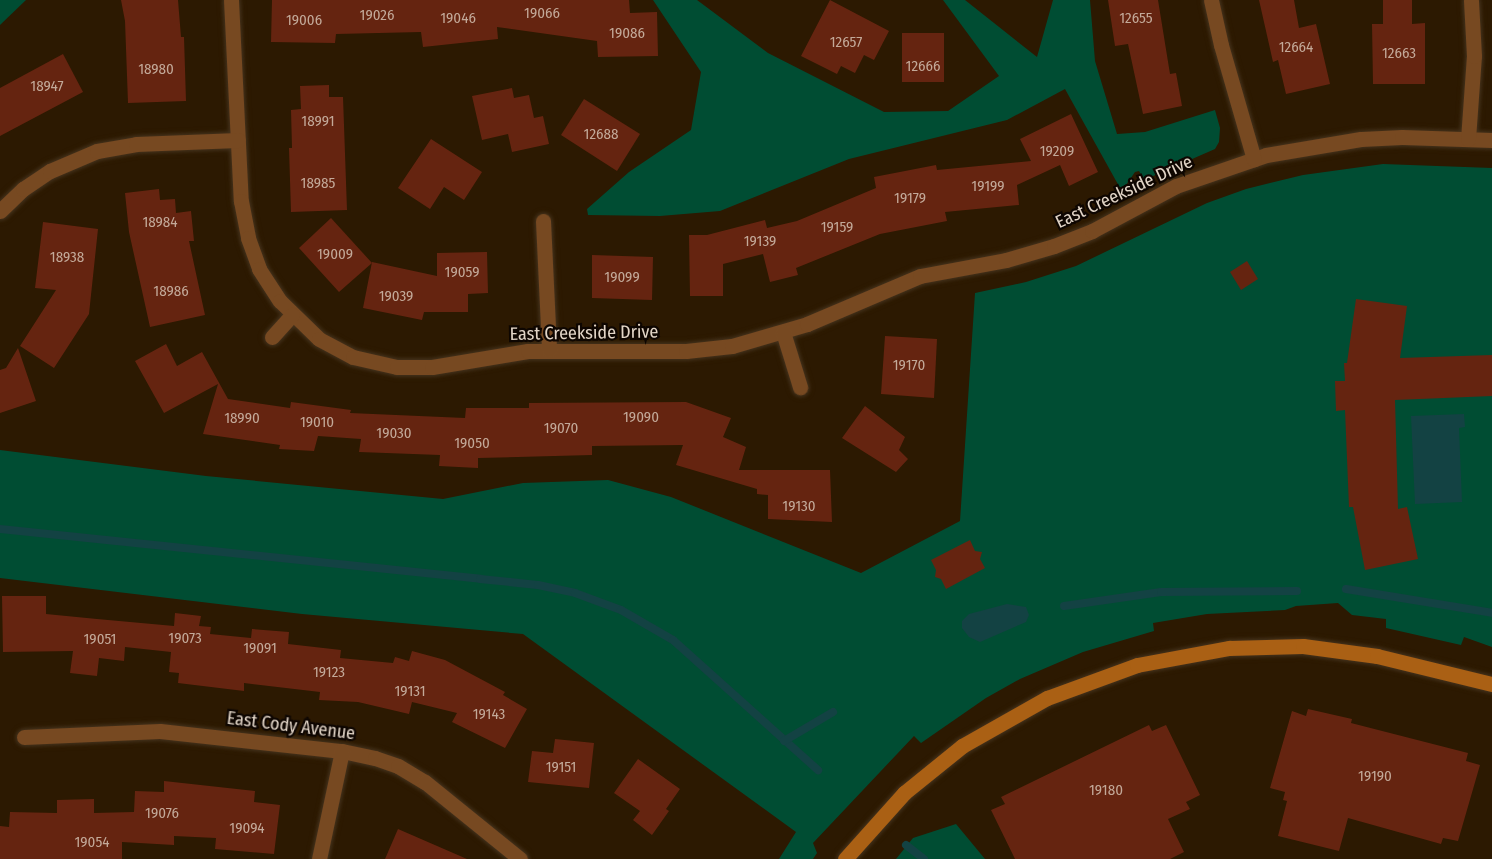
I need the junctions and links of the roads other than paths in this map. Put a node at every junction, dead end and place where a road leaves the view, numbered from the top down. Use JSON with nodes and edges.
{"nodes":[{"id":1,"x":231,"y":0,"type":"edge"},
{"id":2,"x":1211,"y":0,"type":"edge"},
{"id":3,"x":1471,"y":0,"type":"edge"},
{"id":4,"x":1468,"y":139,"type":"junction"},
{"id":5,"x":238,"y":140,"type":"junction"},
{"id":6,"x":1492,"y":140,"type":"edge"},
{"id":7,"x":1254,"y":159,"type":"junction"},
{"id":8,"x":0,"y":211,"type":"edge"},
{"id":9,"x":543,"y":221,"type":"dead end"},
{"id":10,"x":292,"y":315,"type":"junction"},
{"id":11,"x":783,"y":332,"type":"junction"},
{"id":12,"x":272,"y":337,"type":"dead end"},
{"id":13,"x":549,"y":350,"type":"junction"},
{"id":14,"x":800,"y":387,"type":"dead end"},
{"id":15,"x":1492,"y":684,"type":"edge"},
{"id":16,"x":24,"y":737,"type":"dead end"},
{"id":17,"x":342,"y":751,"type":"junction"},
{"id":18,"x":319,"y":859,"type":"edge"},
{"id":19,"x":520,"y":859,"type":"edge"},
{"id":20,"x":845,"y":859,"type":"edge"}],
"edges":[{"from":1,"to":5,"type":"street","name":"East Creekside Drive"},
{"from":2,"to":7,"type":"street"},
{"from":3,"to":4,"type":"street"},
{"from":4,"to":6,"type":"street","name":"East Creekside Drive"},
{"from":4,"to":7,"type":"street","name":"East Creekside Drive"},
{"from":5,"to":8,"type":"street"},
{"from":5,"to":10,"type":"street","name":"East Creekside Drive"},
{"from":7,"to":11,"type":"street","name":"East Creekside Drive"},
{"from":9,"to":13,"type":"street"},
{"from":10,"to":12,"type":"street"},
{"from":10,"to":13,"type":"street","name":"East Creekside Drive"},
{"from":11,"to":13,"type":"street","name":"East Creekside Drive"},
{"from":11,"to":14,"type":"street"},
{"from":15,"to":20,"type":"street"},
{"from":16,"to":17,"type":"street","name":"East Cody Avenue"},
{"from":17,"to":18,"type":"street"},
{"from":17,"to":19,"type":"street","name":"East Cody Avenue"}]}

§ **PROBLEM REQUIREMENTS**: Report each line of the listing above that uses the word "Avenue".

§ **ANSWER SECTION**:
{"from":16,"to":17,"type":"street","name":"East Cody Avenue"},
{"from":17,"to":19,"type":"street","name":"East Cody Avenue"}]}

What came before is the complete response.